Secretary of state warns of ‘overclassification’: Secrecy stamp endemic in US government

Secretary of state warns of ‘overclassification’: Secrecy stamp endemic in US government

Fear and caution are causing US government officials to classify too many documents, Secretary of State John Kerry admitted. It is estimated the government spends $11 billion to classify over 80 million documents every year.

“There’s a massive amount of overclassification,” Kerry told the Huffington Post, touching on the scandal over his predecessor’s private email server. “People just stamp it on quickly because it's a way to sort of be correct if anybody had a judgment that somehow they had been wrong about whether it should be classified or not. So the easy thing is classify it and put it away.”

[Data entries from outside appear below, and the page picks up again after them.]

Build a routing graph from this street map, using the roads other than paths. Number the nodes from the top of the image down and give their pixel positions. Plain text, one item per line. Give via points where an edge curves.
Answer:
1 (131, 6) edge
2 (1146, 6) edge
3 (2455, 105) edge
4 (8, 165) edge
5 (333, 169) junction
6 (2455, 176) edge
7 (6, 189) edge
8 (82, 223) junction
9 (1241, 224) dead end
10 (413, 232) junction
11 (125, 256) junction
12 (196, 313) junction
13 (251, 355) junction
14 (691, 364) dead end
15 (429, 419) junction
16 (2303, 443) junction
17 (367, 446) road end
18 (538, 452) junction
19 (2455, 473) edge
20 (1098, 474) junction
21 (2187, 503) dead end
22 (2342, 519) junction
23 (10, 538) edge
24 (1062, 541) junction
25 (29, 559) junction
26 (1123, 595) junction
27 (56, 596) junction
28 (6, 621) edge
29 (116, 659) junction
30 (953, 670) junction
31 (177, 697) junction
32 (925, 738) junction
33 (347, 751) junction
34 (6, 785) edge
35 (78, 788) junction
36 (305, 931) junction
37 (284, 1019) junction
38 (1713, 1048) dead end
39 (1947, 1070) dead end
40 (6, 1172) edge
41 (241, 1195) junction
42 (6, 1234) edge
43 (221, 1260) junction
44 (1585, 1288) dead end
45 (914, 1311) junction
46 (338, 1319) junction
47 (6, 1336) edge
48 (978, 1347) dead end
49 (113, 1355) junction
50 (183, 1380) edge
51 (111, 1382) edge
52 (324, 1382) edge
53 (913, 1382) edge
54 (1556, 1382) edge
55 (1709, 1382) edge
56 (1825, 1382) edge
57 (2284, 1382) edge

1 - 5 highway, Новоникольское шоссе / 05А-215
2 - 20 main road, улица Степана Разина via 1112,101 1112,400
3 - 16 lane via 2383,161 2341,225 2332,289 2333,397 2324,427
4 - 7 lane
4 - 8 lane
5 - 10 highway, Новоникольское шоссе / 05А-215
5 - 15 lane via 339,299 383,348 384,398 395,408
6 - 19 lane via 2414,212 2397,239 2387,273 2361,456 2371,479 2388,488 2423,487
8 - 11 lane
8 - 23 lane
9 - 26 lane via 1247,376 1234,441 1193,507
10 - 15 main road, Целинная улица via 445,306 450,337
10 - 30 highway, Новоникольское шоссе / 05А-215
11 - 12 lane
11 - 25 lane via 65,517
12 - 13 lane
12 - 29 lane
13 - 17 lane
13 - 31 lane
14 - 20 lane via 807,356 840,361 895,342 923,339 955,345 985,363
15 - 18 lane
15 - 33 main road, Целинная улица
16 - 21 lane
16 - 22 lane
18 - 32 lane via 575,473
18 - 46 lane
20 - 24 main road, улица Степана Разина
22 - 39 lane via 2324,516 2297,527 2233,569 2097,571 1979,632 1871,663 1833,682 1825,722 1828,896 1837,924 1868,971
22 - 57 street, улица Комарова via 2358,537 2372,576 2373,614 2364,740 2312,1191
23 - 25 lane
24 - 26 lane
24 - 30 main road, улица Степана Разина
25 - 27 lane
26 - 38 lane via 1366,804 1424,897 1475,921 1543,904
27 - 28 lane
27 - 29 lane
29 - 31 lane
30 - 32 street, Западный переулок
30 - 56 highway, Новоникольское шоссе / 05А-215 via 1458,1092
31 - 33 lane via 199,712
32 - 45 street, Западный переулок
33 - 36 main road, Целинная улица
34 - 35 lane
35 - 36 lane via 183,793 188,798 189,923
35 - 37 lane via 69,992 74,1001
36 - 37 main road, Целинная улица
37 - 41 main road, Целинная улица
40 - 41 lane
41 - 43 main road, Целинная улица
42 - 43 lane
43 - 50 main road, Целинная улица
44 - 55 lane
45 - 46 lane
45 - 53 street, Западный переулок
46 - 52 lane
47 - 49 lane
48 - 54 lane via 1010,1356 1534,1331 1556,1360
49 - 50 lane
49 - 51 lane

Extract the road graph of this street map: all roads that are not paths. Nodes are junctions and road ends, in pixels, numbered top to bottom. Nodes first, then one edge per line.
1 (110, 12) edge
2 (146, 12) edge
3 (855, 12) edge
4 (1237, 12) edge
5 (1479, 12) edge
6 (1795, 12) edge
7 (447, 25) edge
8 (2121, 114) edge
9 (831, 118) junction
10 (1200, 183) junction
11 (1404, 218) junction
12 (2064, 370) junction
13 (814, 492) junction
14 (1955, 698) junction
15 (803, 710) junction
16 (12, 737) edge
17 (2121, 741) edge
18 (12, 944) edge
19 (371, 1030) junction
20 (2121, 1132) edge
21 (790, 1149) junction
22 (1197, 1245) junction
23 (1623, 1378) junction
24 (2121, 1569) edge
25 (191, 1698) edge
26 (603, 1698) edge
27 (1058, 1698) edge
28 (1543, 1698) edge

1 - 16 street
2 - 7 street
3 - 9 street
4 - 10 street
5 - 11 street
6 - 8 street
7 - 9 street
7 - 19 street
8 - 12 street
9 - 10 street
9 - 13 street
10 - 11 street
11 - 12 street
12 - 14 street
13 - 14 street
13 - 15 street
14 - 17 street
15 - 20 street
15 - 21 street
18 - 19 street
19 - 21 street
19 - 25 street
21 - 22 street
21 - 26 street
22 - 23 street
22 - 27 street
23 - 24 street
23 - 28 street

READ MORE: Headache for Hillary as classified emails draw FBI probe

Kerry’s comments may sound like hyperbole, but if anything, they appear to be an understatement. Every year, the US government spends over $11 billion to classify more than 80 million documents, according to a 2013 report by the National Archives and Records Administration.

The government’s propensity to classify everything and anything has even been (gently) mocked by an advertising campaign for Clearance Jobs, a company that connects recruiters with job-seekers who have a federal security clearance. One of the company’s ads in the Washington, DC mass transit system features a “Secret Squirrel” asking who classified his lunch.

A bill aiming to curb the over-classification was proposed in July 2014 by Senators Ron Wyden (D-Oregon) and Bennie G. Thompson (D-Mississippi). In the fact sheet attached to the Clearance and Over-Classification Reform and Reduction (CORRECT) Act, Wyden and Thompson cite an estimate that the government has classified anywhere between 7.5 billion and 1 trillion pages.

According to one estimate, a single intelligence agency produces 1 petabyte of classified records every 1.5 years, which is comparable to “approximately 20 million four-drawer filing cabinets filled with text, or about 13.3 years of High-Definition video.”

Wyden and Thompson’s proposal has been stuck in the Senate subcommittee on Crime, Terrorism, Homeland Security, and Investigations since September 2014.